Repeat the data below in full. Pictures must not be part of the copy.

++++ Input ++++

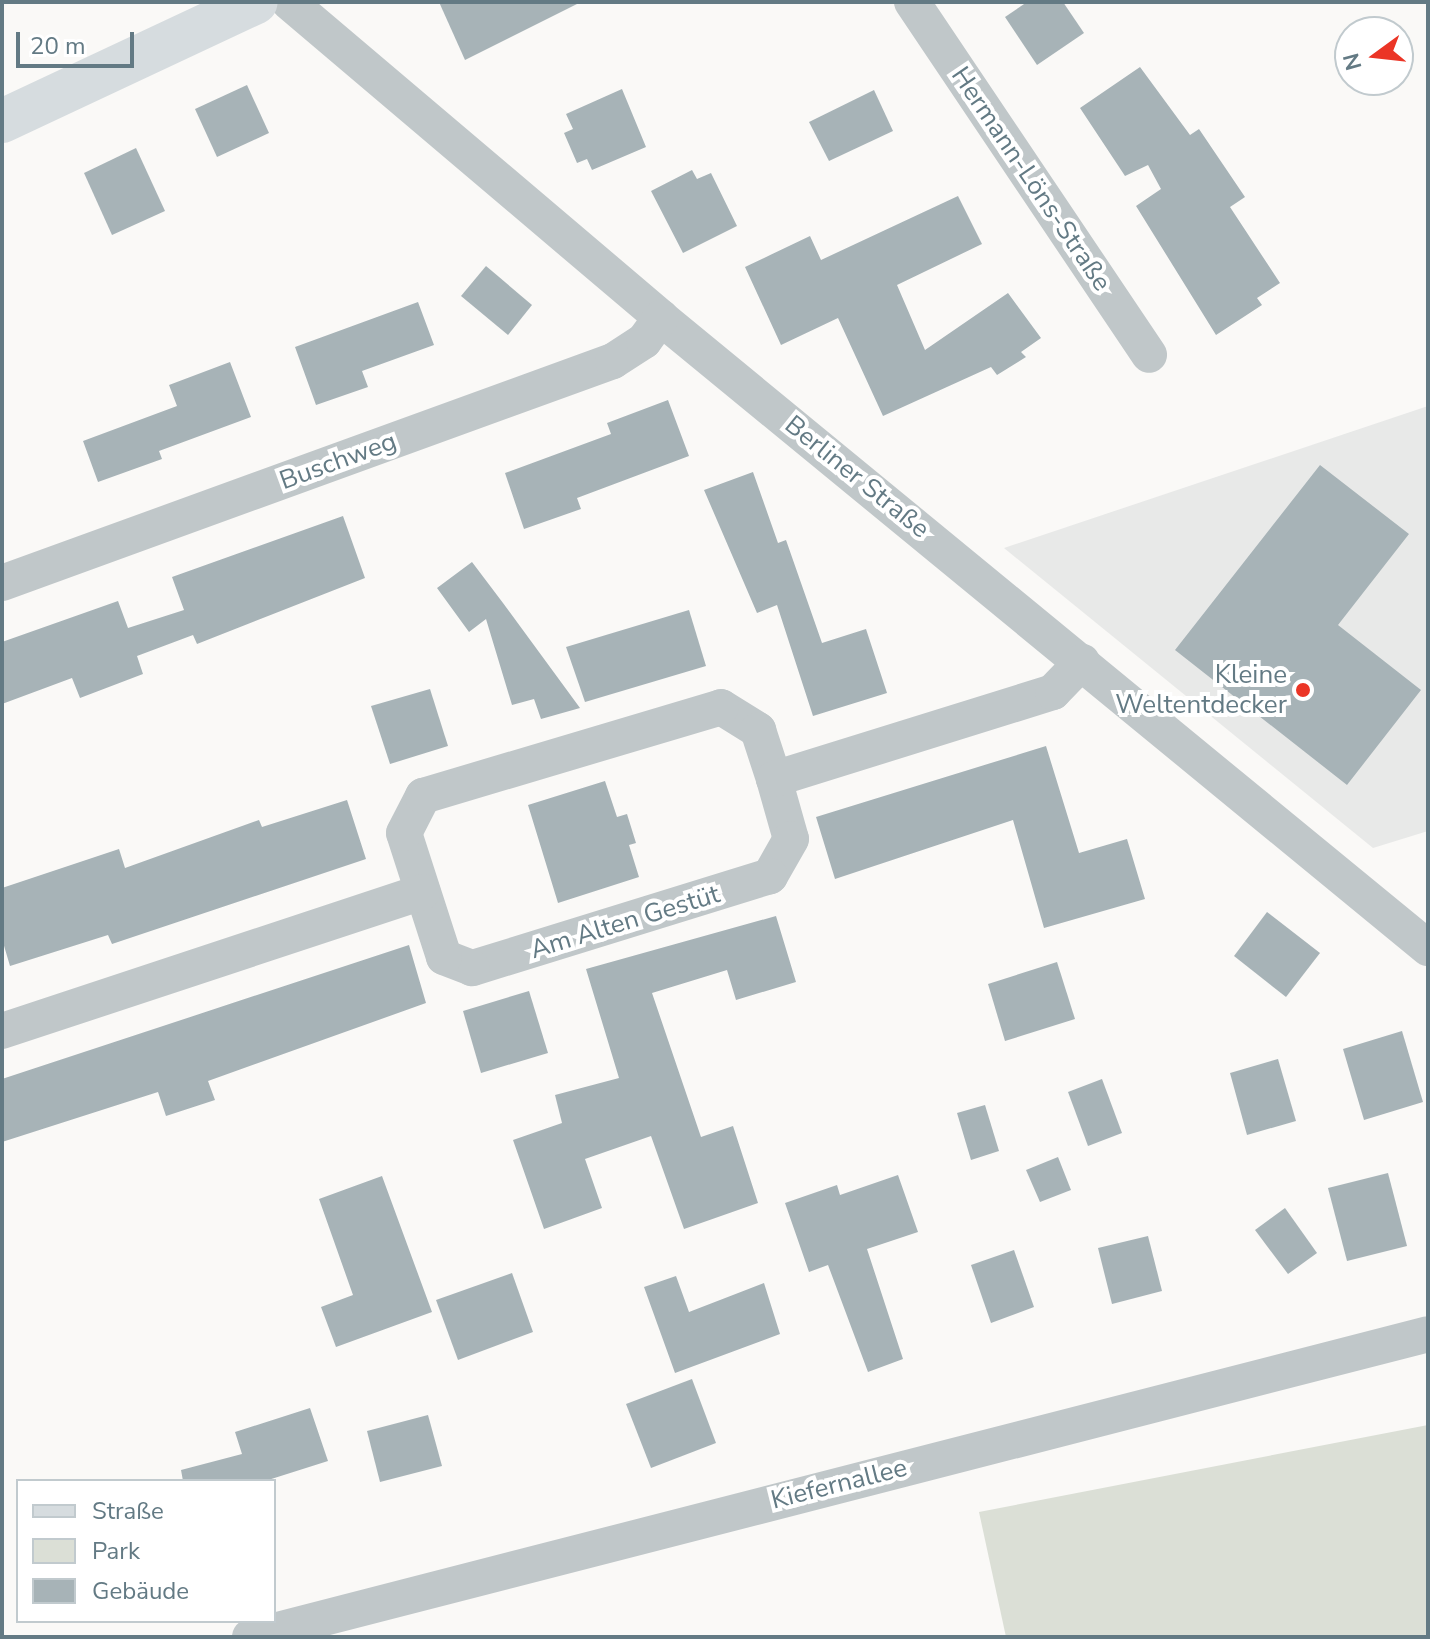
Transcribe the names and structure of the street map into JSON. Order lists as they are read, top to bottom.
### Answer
{
  "streets": {
    "street": [
      "Hermann-Löns-Straße",
      "Buschweg",
      "Berliner Straße",
      "Am Alten Gestüt",
      "Kiefernallee"
    ]
  },
  "crossings": [
    ["Buschweg", "Berliner Straße"]
  ],
  "places": ["Kleine Weltentdecker"],
  "legend": ["Straße", "Park", "Gebäude"],
  "scale_bar": "20 m",
  "north": "left"
}
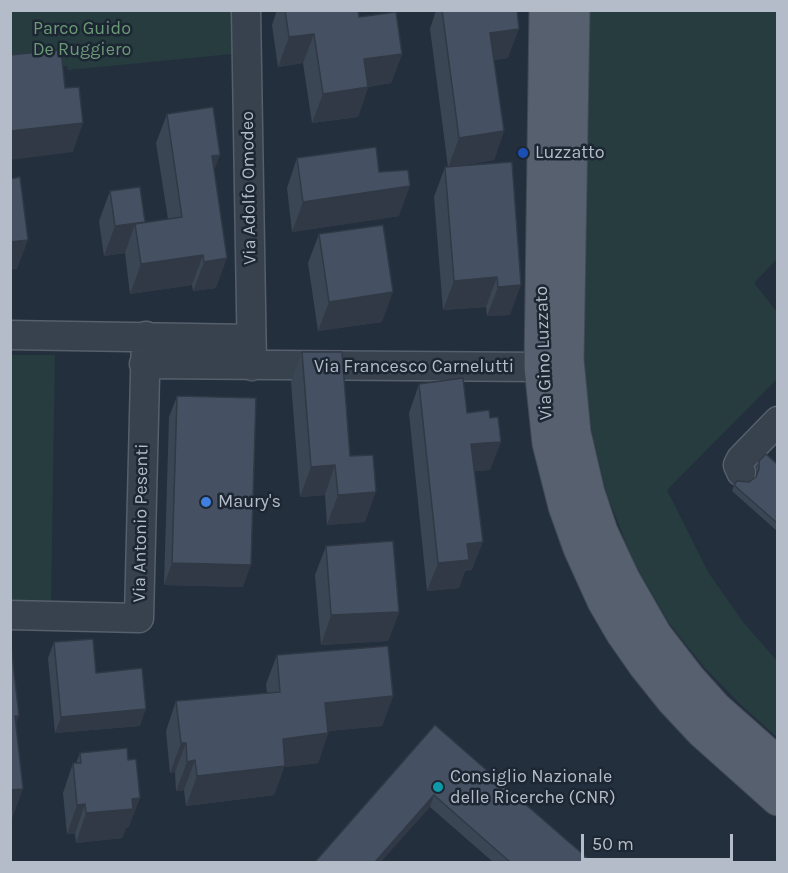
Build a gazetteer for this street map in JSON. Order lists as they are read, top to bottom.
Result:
{
  "streets": {
    "main road": ["Via Gino Luzzato"],
    "street": ["Via Adolfo Omodeo", "Via Francesco Carnelutti", "Via Antonio Pesenti"]
  },
  "crossings": [
    ["Via Adolfo Omodeo", "Via Francesco Carnelutti"],
    ["Via Gino Luzzato", "Via Francesco Carnelutti"],
    ["Via Francesco Carnelutti", "Via Antonio Pesenti"]
  ],
  "parks": ["Parco Guido De Ruggiero"],
  "places": ["Luzzatto", "Maury's", "Consiglio Nazionale delle Ricerche (CNR)"],
  "scale_bar": "50 m"
}
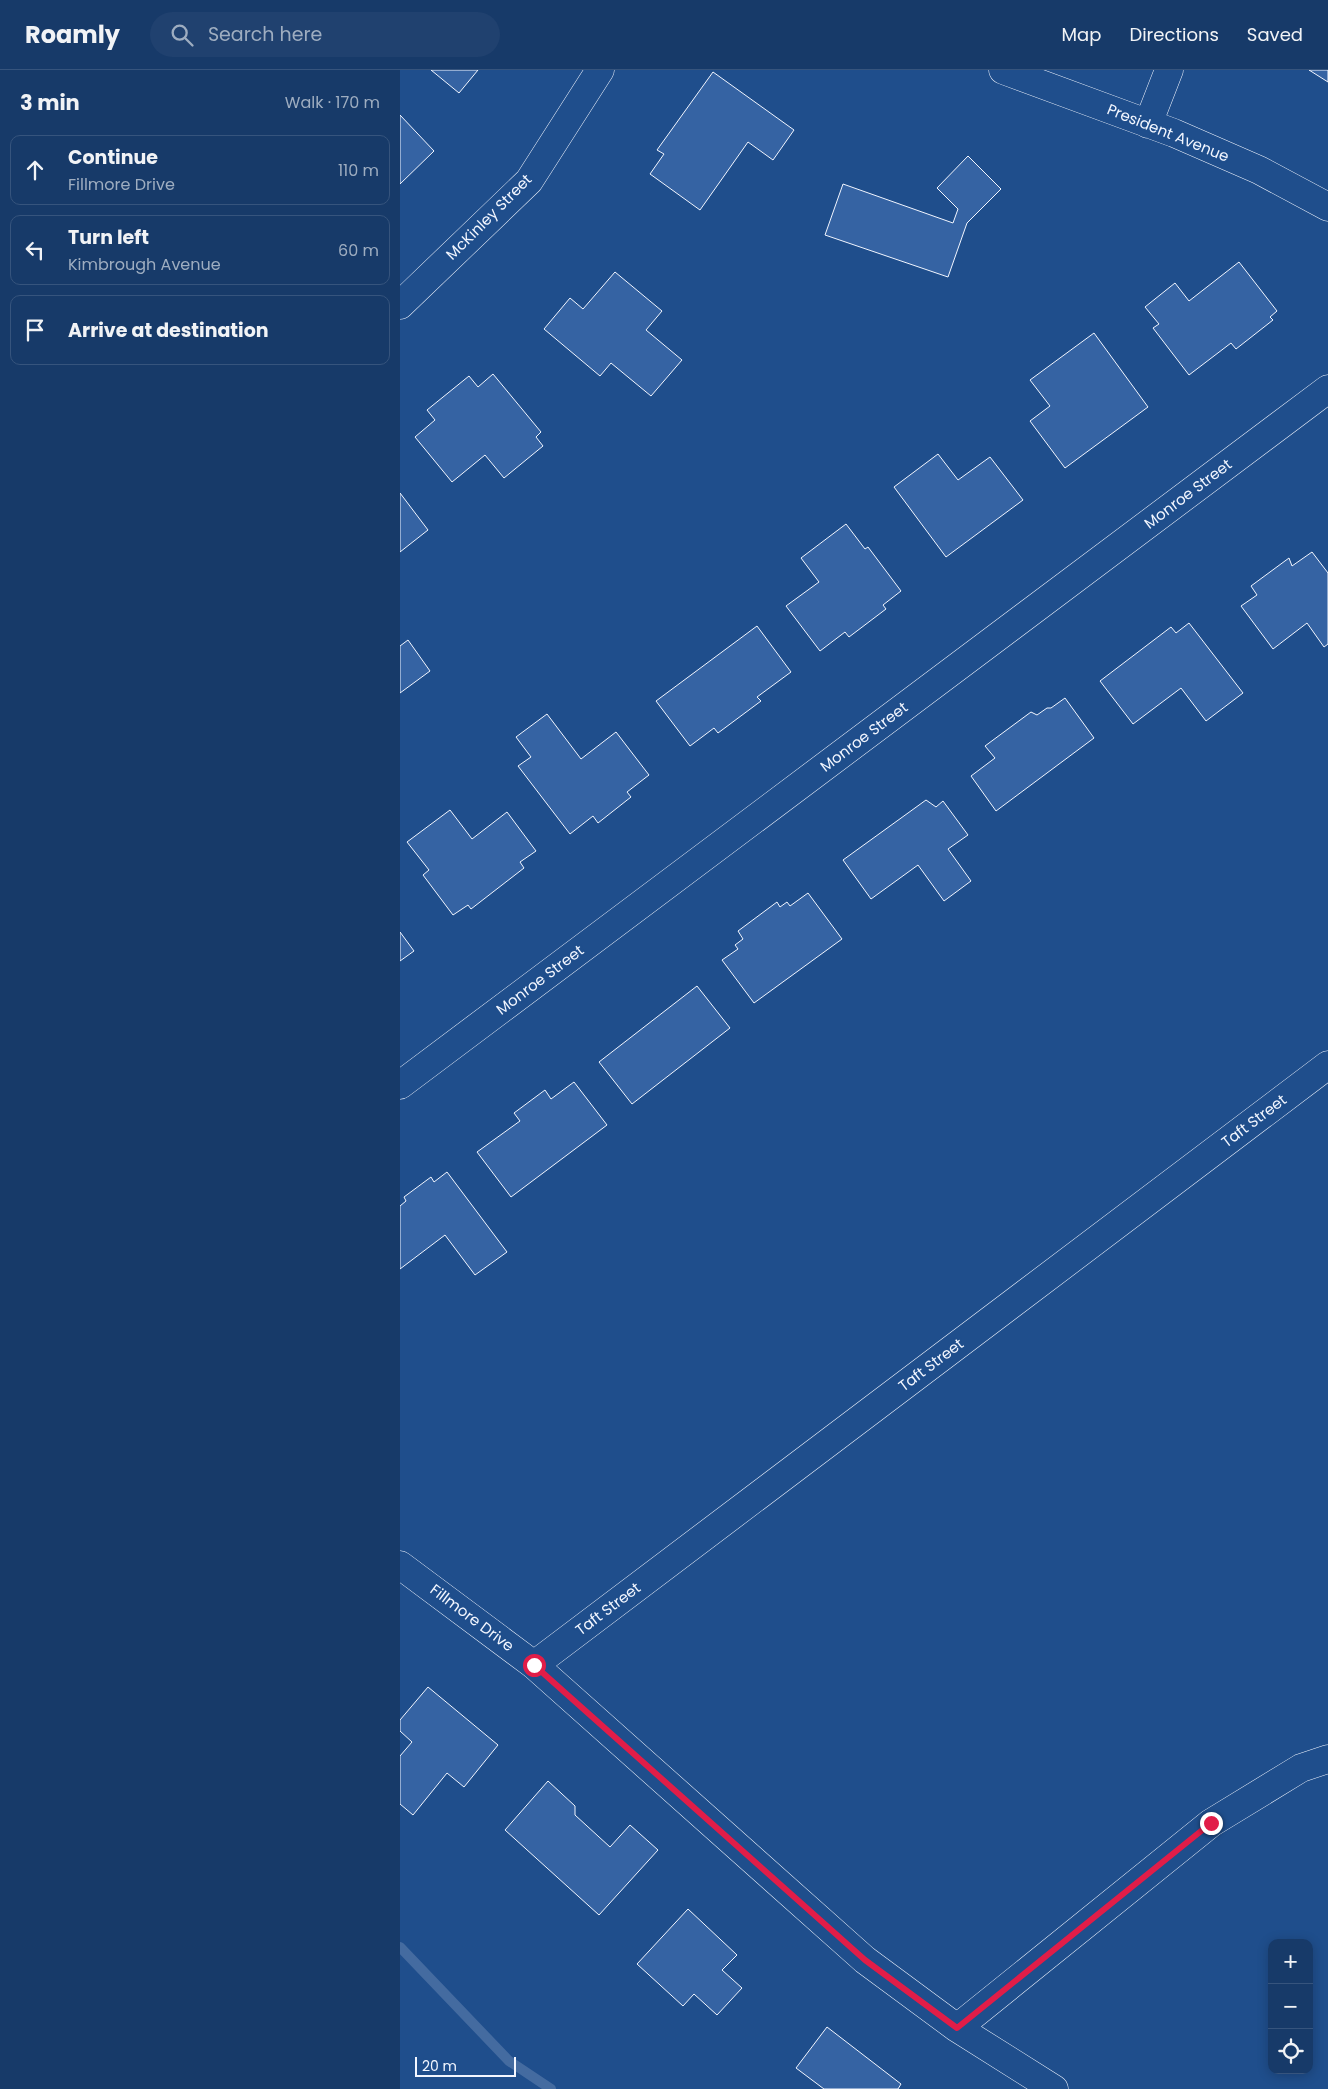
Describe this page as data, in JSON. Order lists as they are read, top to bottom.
{
  "streets": {
    "street": [
      "President Avenue",
      "McKinley Street",
      "Monroe Street",
      "Taft Street",
      "Fillmore Drive"
    ]
  },
  "crossings": [
    ["Taft Street", "Fillmore Drive"]
  ],
  "scale_bar": "20 m",
  "page": {
    "header": "Roamly",
    "search": "Search here",
    "nav": ["Map", "Directions", "Saved"],
    "heading": ["3 min", "Walk · 170 m"],
    "list": [
      ["Continue", "Fillmore Drive", "110 m"],
      ["Turn left", "Kimbrough Avenue", "60 m"],
      "Arrive at destination"
    ],
    "map_buttons": ["+", "−"],
    "scale": "20 m"
  }
}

++++

### Problem solution:
Transcribe the names and structure of the street map into JSON. Order lists as they are read, top to bottom.
### Answer
{
  "streets": {
    "street": [
      "Hermann-Löns-Straße",
      "Buschweg",
      "Berliner Straße",
      "Am Alten Gestüt",
      "Kiefernallee"
    ]
  },
  "crossings": [
    ["Buschweg", "Berliner Straße"]
  ],
  "places": ["Kleine Weltentdecker"],
  "legend": ["Straße", "Park", "Gebäude"],
  "scale_bar": "20 m",
  "north": "left"
}
Build a gazetteer for this street map in JSON. Order lists as they are read, top to bottom.
Result:
{
  "streets": {
    "main road": ["Via Gino Luzzato"],
    "street": ["Via Adolfo Omodeo", "Via Francesco Carnelutti", "Via Antonio Pesenti"]
  },
  "crossings": [
    ["Via Adolfo Omodeo", "Via Francesco Carnelutti"],
    ["Via Gino Luzzato", "Via Francesco Carnelutti"],
    ["Via Francesco Carnelutti", "Via Antonio Pesenti"]
  ],
  "parks": ["Parco Guido De Ruggiero"],
  "places": ["Luzzatto", "Maury's", "Consiglio Nazionale delle Ricerche (CNR)"],
  "scale_bar": "50 m"
}
Describe this page as data, in JSON. Order lists as they are read, top to bottom.
{
  "streets": {
    "street": [
      "President Avenue",
      "McKinley Street",
      "Monroe Street",
      "Taft Street",
      "Fillmore Drive"
    ]
  },
  "crossings": [
    ["Taft Street", "Fillmore Drive"]
  ],
  "scale_bar": "20 m",
  "page": {
    "header": "Roamly",
    "search": "Search here",
    "nav": ["Map", "Directions", "Saved"],
    "heading": ["3 min", "Walk · 170 m"],
    "list": [
      ["Continue", "Fillmore Drive", "110 m"],
      ["Turn left", "Kimbrough Avenue", "60 m"],
      "Arrive at destination"
    ],
    "map_buttons": ["+", "−"],
    "scale": "20 m"
  }
}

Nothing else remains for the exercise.